Technology, Institutions, and Economic Growth, by Richard R. Nelson. Cambridge, MA and London: Harvard University Press. 2005. Hardcover: ISBN 0 674 01916 4, $49.95. 312 pages.
Richard R. Nelson's general theory is similar to that of Clarence Ayres in The Theory of Economic Progress (1962). Nelson's purpose is to review, interpret, and draw conclusions about the economics literature that deals with the topics in the title plus economic evolution as those topics have developed in the last 50 years. The general theory is that advancing technology is the main ingredient responsible for economic growth. Necessary connections and viable consequences evolve when institutions are both conducive to innovation and flexible to change to accommodate the needs of the new technology. Nelson's literature review is not a derivative account. The selection is made to present the theories needed to understand the conceptual integration of technology, institutions, and economic growth; to judge the applicability and relevance of the theories to the real-world economic process; and to draw conclusions about where the literature, including his own past writings, leaves us with regard to policymaking. The concepts presented and conclusions reached are numerous, interesting, and relevant.

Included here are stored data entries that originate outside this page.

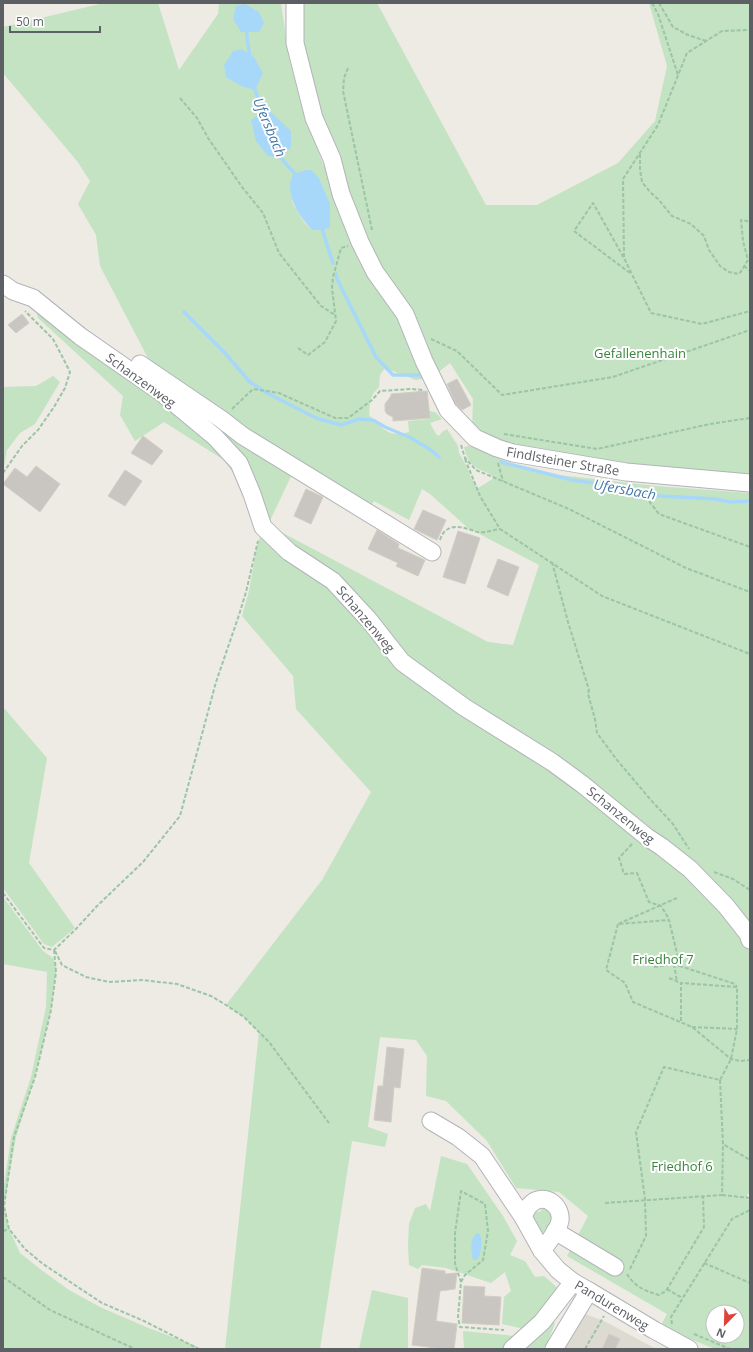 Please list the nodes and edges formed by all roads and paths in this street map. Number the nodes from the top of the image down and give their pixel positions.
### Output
1 (295, 3) edge
2 (652, 3) edge
3 (659, 3) edge
4 (750, 30) edge
5 (706, 41) junction
6 (348, 68) dead end
7 (678, 76) junction
8 (180, 98) dead end
9 (640, 153) junction
10 (750, 224) edge
11 (372, 230) dead end
12 (362, 247) junction
13 (624, 258) junction
14 (744, 266) junction
15 (750, 270) edge
16 (630, 273) junction
17 (8, 288) edge
18 (33, 298) junction
19 (750, 311) edge
20 (335, 315) junction
21 (750, 330) edge
22 (411, 331) junction
23 (298, 348) dead end
24 (425, 390) dead end
25 (750, 418) edge
26 (222, 419) junction
27 (498, 435) dead end
28 (458, 439) dead end
29 (465, 458) junction
30 (626, 472) junction
31 (3, 473) edge
32 (750, 483) edge
33 (640, 489) junction
34 (647, 499) junction
35 (500, 529) junction
36 (258, 541) dead end
37 (750, 547) edge
38 (432, 552) joint
39 (552, 562) junction
40 (750, 592) edge
41 (750, 654) edge
42 (642, 832) junction
43 (691, 853) dead end
44 (710, 869) dead end
45 (750, 890) edge
46 (3, 893) edge
47 (677, 898) dead end
48 (661, 906) junction
49 (669, 920) junction
50 (618, 924) junction
51 (750, 940) edge
52 (54, 950) junction
53 (674, 964) junction
54 (654, 966) dead end
55 (680, 966) junction
56 (669, 978) dead end
57 (677, 982) junction
58 (681, 983) junction
59 (737, 987) junction
60 (681, 1022) junction
61 (692, 1027) junction
62 (737, 1029) junction
63 (731, 1059) junction
64 (750, 1060) edge
65 (720, 1080) junction
66 (431, 1121) dead end
67 (329, 1123) dead end
68 (723, 1144) junction
69 (750, 1160) edge
70 (722, 1195) junction
71 (703, 1197) junction
72 (750, 1198) edge
73 (645, 1199) junction
74 (605, 1203) dead end
75 (750, 1210) edge
76 (523, 1217) junction
77 (9, 1229) junction
78 (555, 1231) junction
79 (3, 1232) edge
80 (542, 1251) junction
81 (704, 1263) junction
82 (621, 1270) junction
83 (3, 1277) edge
84 (461, 1282) junction
85 (573, 1282) junction
86 (750, 1283) edge
87 (667, 1289) junction
88 (589, 1292) junction
89 (682, 1298) junction
90 (611, 1305) junction
91 (672, 1325) dead end
92 (504, 1330) dead end
93 (692, 1342) edge
94 (136, 1349) edge
95 (199, 1349) edge
96 (512, 1349) edge
97 (554, 1349) edge
98 (585, 1349) edge
99 (730, 1349) edge

1 - 12 street, Findlsteiner Straße
2 - 7 path
3 - 5 path
4 - 5 path
5 - 7 path
6 - 11 path
7 - 9 path
8 - 20 path
9 - 13 path
9 - 14 path
10 - 14 path
12 - 20 path
12 - 22 street, Findlsteiner Straße
13 - 16 path
13 - 16 path
14 - 15 path
16 - 19 path
17 - 18 street, Schanzenweg
17 - 31 path
18 - 26 street
18 - 42 street, Schanzenweg
20 - 23 path
21 - 22 path
22 - 30 street, Findlsteiner Straße
24 - 26 path
25 - 27 path
26 - 38 street
28 - 29 path
29 - 35 path
29 - 40 path
30 - 32 street, Findlsteiner Straße
30 - 33 path
33 - 34 path
33 - 34 path
34 - 37 path
35 - 38 path
35 - 39 path
36 - 52 path
39 - 41 path
39 - 43 path
42 - 48 path
42 - 51 street, Schanzenweg
44 - 45 path
46 - 52 path
47 - 48 path
48 - 49 path
48 - 50 path
49 - 50 path
49 - 55 path
50 - 60 path
52 - 67 path
52 - 77 path
53 - 54 path
53 - 55 path
53 - 57 path
55 - 59 path
56 - 57 path
57 - 58 path
58 - 59 path
58 - 60 path
59 - 62 path
60 - 61 path
61 - 62 path
61 - 63 path
62 - 63 path
63 - 64 path
63 - 65 path
65 - 68 path
65 - 73 path
66 - 76 street, Pandurenweg
68 - 69 path
68 - 70 path
70 - 71 path
70 - 72 path
71 - 73 path
71 - 87 path
73 - 74 path
73 - 82 path
75 - 81 path
76 - 78 street
76 - 80 street, Pandurenweg
77 - 79 path
77 - 95 path
78 - 80 street
78 - 82 street
80 - 85 street, Pandurenweg
81 - 86 path
81 - 89 path
82 - 87 path
83 - 94 path
84 - 84 path
84 - 92 path
85 - 88 street, Pandurenweg
85 - 96 street
87 - 89 path
88 - 90 street, Pandurenweg
88 - 97 street
89 - 91 path
90 - 93 street, Pandurenweg
90 - 98 path
93 - 99 path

Except for a few concepts from Veblen, the original scholars who dealt with economic growth in the tradition of institutional economics--Clarence Ayres, Gunnar Myrdal, Marc Tool, Walter Neale, Wendell Gordon, James Street, Seymour Melman, as examples--are ignored. However, the book is important for those who work in that tradition for the following reasons: (1) The subjects of the book, and their integration, are fundamental to institutional economics, and, thus, institutionalists have an interest in the literature of all ideological paradigms represented in economics about those subjects. (2) Nelson's presentation is an excellent review of the other literature, and the presentation is well organized, well written, and rich with insights. (3) Much of Nelson's analysis and many of his conclusions are consistent with institutional economics.

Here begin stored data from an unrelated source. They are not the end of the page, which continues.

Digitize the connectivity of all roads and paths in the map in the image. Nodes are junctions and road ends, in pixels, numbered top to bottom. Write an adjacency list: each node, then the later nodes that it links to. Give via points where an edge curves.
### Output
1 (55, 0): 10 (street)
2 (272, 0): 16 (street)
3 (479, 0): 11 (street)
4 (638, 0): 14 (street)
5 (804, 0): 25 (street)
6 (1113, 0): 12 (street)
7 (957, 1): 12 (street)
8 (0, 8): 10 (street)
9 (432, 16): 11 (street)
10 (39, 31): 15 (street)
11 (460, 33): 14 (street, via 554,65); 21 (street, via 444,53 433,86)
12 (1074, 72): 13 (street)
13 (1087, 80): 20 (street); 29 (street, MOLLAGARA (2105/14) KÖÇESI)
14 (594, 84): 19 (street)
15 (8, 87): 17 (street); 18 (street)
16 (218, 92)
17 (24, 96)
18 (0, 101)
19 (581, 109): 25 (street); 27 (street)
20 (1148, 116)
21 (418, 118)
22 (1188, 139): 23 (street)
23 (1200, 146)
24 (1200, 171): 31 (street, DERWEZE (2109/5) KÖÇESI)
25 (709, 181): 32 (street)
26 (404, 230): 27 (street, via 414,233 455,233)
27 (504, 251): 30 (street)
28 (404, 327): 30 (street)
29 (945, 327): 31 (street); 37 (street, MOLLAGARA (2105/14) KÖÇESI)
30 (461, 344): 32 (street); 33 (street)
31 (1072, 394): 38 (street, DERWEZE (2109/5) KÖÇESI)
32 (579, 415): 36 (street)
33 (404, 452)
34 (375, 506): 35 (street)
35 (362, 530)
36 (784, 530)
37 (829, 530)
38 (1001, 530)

The lack of progress regarding the conceptualization and integration of technology, institutions, and economic growth owes much to the ideologies dominating economics. Technology, institutions, and growth are "three topics that continue to be repressed, or misspecified, in standard growth theory, including the new neoclassical growth models" (p. 27). To this concern Nelson states that "the reaction of many of my colleagues in economics to the complexity of the phenomena our subject is supposed to address, and the difficulty of understanding cause-effect relationships in that complex setting, has been to define the...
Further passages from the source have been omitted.